## Task details
Once you reach the line containing "pinky mcp: (446, 319)" in the entries below, write out that line and each one after it down to the line containing "middle mcp: (755, 483)", exactly and with nothing added.

Top of Available data

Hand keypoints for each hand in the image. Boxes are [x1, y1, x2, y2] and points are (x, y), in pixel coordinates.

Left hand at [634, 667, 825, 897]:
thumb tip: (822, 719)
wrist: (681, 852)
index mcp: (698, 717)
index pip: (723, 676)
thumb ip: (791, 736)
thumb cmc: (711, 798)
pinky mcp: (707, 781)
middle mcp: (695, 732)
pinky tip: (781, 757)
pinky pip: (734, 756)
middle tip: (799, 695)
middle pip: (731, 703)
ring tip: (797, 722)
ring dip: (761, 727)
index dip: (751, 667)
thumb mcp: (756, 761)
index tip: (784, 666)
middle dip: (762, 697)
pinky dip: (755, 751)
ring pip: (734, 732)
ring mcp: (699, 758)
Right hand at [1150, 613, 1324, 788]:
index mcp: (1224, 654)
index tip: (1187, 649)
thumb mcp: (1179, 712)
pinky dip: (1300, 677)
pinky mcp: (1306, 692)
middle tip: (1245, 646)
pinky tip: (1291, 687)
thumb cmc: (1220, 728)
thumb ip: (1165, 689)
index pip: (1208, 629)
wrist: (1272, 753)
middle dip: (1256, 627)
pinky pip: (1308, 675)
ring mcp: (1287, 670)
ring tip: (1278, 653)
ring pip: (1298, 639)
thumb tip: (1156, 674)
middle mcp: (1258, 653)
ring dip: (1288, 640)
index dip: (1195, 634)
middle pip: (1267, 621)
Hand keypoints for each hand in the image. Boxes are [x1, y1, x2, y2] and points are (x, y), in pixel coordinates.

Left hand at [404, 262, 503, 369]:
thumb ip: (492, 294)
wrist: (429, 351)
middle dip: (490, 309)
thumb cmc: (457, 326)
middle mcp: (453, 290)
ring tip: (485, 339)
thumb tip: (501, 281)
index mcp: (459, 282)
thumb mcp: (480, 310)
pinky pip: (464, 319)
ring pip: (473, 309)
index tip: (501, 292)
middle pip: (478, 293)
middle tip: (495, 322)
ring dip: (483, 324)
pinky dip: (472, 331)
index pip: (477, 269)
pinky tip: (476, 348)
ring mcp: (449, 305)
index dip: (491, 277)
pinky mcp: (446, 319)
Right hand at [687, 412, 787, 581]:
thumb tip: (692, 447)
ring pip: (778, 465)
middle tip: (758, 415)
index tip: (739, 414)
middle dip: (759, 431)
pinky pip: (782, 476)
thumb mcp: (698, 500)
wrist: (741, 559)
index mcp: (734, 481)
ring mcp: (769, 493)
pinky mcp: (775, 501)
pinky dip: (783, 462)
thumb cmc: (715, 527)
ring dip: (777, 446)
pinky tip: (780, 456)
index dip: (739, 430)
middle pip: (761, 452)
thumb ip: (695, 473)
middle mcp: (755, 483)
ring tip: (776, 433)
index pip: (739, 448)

Bottom of Available data

## Solution for this task
pinky mcp: (446, 319)
Right hand at [687, 412, 787, 581]:
thumb tip: (692, 447)
ring pip: (778, 465)
middle tip: (758, 415)
index tip: (739, 414)
middle dip: (759, 431)
pinky pip: (782, 476)
thumb mcp: (698, 500)
wrist: (741, 559)
index mcp: (734, 481)
ring mcp: (769, 493)
pinky mcp: (775, 501)
pinky dip: (783, 462)
thumb cmc: (715, 527)
ring dip: (777, 446)
pinky tip: (780, 456)
index dip: (739, 430)
middle pip: (761, 452)
thumb ip: (695, 473)
middle mcp: (755, 483)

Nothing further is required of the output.